== Dataset ==

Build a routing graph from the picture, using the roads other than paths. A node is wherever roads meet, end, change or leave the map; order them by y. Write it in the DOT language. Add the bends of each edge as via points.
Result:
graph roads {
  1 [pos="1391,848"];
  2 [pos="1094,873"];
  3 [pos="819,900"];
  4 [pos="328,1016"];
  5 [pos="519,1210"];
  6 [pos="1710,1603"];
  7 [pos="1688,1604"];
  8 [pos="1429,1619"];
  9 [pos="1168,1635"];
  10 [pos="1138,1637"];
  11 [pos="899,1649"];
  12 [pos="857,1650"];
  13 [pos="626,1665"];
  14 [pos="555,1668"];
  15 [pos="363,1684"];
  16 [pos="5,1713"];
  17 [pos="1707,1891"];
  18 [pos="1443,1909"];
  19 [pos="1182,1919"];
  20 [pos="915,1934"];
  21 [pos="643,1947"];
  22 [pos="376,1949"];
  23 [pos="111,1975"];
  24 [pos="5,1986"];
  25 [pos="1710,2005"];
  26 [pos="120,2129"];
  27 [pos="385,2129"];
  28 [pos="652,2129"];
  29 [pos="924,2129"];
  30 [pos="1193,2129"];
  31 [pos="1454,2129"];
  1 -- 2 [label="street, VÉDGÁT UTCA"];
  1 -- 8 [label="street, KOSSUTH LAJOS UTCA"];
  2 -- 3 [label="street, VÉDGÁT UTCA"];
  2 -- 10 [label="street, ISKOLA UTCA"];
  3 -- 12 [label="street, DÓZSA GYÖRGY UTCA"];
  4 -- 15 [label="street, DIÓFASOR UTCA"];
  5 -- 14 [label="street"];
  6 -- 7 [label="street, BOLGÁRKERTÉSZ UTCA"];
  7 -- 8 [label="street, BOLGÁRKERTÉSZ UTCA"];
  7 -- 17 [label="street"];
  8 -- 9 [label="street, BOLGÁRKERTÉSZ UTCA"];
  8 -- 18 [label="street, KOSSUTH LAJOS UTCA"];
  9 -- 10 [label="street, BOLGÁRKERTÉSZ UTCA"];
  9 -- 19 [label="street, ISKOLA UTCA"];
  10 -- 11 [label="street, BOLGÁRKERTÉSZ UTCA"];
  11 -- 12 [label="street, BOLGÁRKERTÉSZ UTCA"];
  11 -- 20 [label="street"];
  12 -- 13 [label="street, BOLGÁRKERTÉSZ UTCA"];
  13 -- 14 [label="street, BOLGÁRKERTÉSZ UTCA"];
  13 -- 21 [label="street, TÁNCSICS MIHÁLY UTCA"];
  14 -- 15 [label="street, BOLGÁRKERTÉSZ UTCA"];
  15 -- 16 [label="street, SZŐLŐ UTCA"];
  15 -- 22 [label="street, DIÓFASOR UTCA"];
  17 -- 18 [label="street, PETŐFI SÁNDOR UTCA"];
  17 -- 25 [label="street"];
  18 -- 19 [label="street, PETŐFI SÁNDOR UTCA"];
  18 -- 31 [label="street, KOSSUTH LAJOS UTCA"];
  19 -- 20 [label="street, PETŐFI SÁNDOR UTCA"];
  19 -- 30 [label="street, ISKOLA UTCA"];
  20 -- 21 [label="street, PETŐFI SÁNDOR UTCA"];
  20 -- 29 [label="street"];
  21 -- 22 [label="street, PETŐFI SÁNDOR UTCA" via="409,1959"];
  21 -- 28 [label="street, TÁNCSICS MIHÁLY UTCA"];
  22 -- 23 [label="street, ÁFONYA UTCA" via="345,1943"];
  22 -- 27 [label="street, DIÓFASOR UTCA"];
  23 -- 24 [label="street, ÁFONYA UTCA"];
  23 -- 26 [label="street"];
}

== Exercise description ==
Retype each line above, keeping every character.

== Result for this exercise ==
Build a routing graph from the picture, using the roads other than paths. A node is wherever roads meet, end, change or leave the map; order them by y. Write it in the DOT language. Add the bends of each edge as via points.
Result:
graph roads {
  1 [pos="1391,848"];
  2 [pos="1094,873"];
  3 [pos="819,900"];
  4 [pos="328,1016"];
  5 [pos="519,1210"];
  6 [pos="1710,1603"];
  7 [pos="1688,1604"];
  8 [pos="1429,1619"];
  9 [pos="1168,1635"];
  10 [pos="1138,1637"];
  11 [pos="899,1649"];
  12 [pos="857,1650"];
  13 [pos="626,1665"];
  14 [pos="555,1668"];
  15 [pos="363,1684"];
  16 [pos="5,1713"];
  17 [pos="1707,1891"];
  18 [pos="1443,1909"];
  19 [pos="1182,1919"];
  20 [pos="915,1934"];
  21 [pos="643,1947"];
  22 [pos="376,1949"];
  23 [pos="111,1975"];
  24 [pos="5,1986"];
  25 [pos="1710,2005"];
  26 [pos="120,2129"];
  27 [pos="385,2129"];
  28 [pos="652,2129"];
  29 [pos="924,2129"];
  30 [pos="1193,2129"];
  31 [pos="1454,2129"];
  1 -- 2 [label="street, VÉDGÁT UTCA"];
  1 -- 8 [label="street, KOSSUTH LAJOS UTCA"];
  2 -- 3 [label="street, VÉDGÁT UTCA"];
  2 -- 10 [label="street, ISKOLA UTCA"];
  3 -- 12 [label="street, DÓZSA GYÖRGY UTCA"];
  4 -- 15 [label="street, DIÓFASOR UTCA"];
  5 -- 14 [label="street"];
  6 -- 7 [label="street, BOLGÁRKERTÉSZ UTCA"];
  7 -- 8 [label="street, BOLGÁRKERTÉSZ UTCA"];
  7 -- 17 [label="street"];
  8 -- 9 [label="street, BOLGÁRKERTÉSZ UTCA"];
  8 -- 18 [label="street, KOSSUTH LAJOS UTCA"];
  9 -- 10 [label="street, BOLGÁRKERTÉSZ UTCA"];
  9 -- 19 [label="street, ISKOLA UTCA"];
  10 -- 11 [label="street, BOLGÁRKERTÉSZ UTCA"];
  11 -- 12 [label="street, BOLGÁRKERTÉSZ UTCA"];
  11 -- 20 [label="street"];
  12 -- 13 [label="street, BOLGÁRKERTÉSZ UTCA"];
  13 -- 14 [label="street, BOLGÁRKERTÉSZ UTCA"];
  13 -- 21 [label="street, TÁNCSICS MIHÁLY UTCA"];
  14 -- 15 [label="street, BOLGÁRKERTÉSZ UTCA"];
  15 -- 16 [label="street, SZŐLŐ UTCA"];
  15 -- 22 [label="street, DIÓFASOR UTCA"];
  17 -- 18 [label="street, PETŐFI SÁNDOR UTCA"];
  17 -- 25 [label="street"];
  18 -- 19 [label="street, PETŐFI SÁNDOR UTCA"];
  18 -- 31 [label="street, KOSSUTH LAJOS UTCA"];
  19 -- 20 [label="street, PETŐFI SÁNDOR UTCA"];
  19 -- 30 [label="street, ISKOLA UTCA"];
  20 -- 21 [label="street, PETŐFI SÁNDOR UTCA"];
  20 -- 29 [label="street"];
  21 -- 22 [label="street, PETŐFI SÁNDOR UTCA" via="409,1959"];
  21 -- 28 [label="street, TÁNCSICS MIHÁLY UTCA"];
  22 -- 23 [label="street, ÁFONYA UTCA" via="345,1943"];
  22 -- 27 [label="street, DIÓFASOR UTCA"];
  23 -- 24 [label="street, ÁFONYA UTCA"];
  23 -- 26 [label="street"];
}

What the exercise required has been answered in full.